*** Opening of RECORDS FOR THE EXERCISE ***
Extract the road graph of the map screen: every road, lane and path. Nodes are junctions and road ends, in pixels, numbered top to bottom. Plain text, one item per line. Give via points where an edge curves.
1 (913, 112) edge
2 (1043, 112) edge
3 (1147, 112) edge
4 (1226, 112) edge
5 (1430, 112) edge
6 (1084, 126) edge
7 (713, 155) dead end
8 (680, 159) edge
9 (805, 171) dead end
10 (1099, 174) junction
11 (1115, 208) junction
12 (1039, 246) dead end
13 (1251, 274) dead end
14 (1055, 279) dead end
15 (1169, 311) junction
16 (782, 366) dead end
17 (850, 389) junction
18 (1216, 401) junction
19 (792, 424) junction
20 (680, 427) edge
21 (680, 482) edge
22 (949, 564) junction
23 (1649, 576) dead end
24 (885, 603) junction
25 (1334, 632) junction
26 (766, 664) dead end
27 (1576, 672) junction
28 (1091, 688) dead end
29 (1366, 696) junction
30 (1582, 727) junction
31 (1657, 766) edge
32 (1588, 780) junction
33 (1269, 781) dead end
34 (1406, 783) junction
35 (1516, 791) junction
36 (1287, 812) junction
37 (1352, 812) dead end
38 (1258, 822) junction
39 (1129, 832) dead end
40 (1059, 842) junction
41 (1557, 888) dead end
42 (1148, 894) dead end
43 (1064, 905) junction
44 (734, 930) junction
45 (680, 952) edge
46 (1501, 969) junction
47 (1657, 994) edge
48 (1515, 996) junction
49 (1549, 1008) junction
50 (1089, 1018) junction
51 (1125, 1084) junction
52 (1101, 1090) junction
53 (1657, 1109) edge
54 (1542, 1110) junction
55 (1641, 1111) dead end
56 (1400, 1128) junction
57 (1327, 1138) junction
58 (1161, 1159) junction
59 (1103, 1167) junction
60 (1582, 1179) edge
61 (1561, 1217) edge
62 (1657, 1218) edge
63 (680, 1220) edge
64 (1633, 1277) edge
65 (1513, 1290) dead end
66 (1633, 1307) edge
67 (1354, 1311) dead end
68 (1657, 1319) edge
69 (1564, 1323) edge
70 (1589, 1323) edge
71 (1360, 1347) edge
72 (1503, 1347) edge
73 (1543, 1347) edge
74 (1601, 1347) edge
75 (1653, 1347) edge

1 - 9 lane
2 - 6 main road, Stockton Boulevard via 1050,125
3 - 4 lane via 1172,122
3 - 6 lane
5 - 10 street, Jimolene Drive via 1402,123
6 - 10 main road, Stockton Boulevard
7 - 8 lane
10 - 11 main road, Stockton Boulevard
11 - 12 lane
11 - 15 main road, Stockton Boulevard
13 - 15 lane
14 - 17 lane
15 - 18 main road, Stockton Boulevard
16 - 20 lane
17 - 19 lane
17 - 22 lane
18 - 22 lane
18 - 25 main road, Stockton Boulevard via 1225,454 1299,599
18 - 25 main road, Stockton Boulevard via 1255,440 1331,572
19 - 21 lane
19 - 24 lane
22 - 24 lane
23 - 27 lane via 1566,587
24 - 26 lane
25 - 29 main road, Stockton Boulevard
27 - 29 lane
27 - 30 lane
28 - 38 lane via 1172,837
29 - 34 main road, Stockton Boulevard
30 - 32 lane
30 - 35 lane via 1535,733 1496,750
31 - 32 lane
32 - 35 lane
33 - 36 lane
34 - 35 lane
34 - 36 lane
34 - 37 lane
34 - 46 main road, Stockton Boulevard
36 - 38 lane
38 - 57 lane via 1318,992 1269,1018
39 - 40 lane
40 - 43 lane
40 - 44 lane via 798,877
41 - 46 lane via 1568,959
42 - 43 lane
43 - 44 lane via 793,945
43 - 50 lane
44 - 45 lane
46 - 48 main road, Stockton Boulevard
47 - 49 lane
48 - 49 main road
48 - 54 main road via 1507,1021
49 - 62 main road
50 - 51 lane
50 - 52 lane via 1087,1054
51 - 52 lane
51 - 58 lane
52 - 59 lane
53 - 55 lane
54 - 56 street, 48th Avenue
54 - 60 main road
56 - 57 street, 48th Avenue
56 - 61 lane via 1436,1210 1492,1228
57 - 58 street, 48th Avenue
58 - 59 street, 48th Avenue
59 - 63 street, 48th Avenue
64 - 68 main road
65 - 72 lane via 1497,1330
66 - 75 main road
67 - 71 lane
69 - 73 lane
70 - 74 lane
*** Close of RECORDS FOR THE EXERCISE ***
WHAT YOU HAVE TO DO: Scan the entries above for the word "street". Report the lines that hold it.

ANSWER:
5 - 10 street, Jimolene Drive via 1402,123
54 - 56 street, 48th Avenue
56 - 57 street, 48th Avenue
57 - 58 street, 48th Avenue
58 - 59 street, 48th Avenue
59 - 63 street, 48th Avenue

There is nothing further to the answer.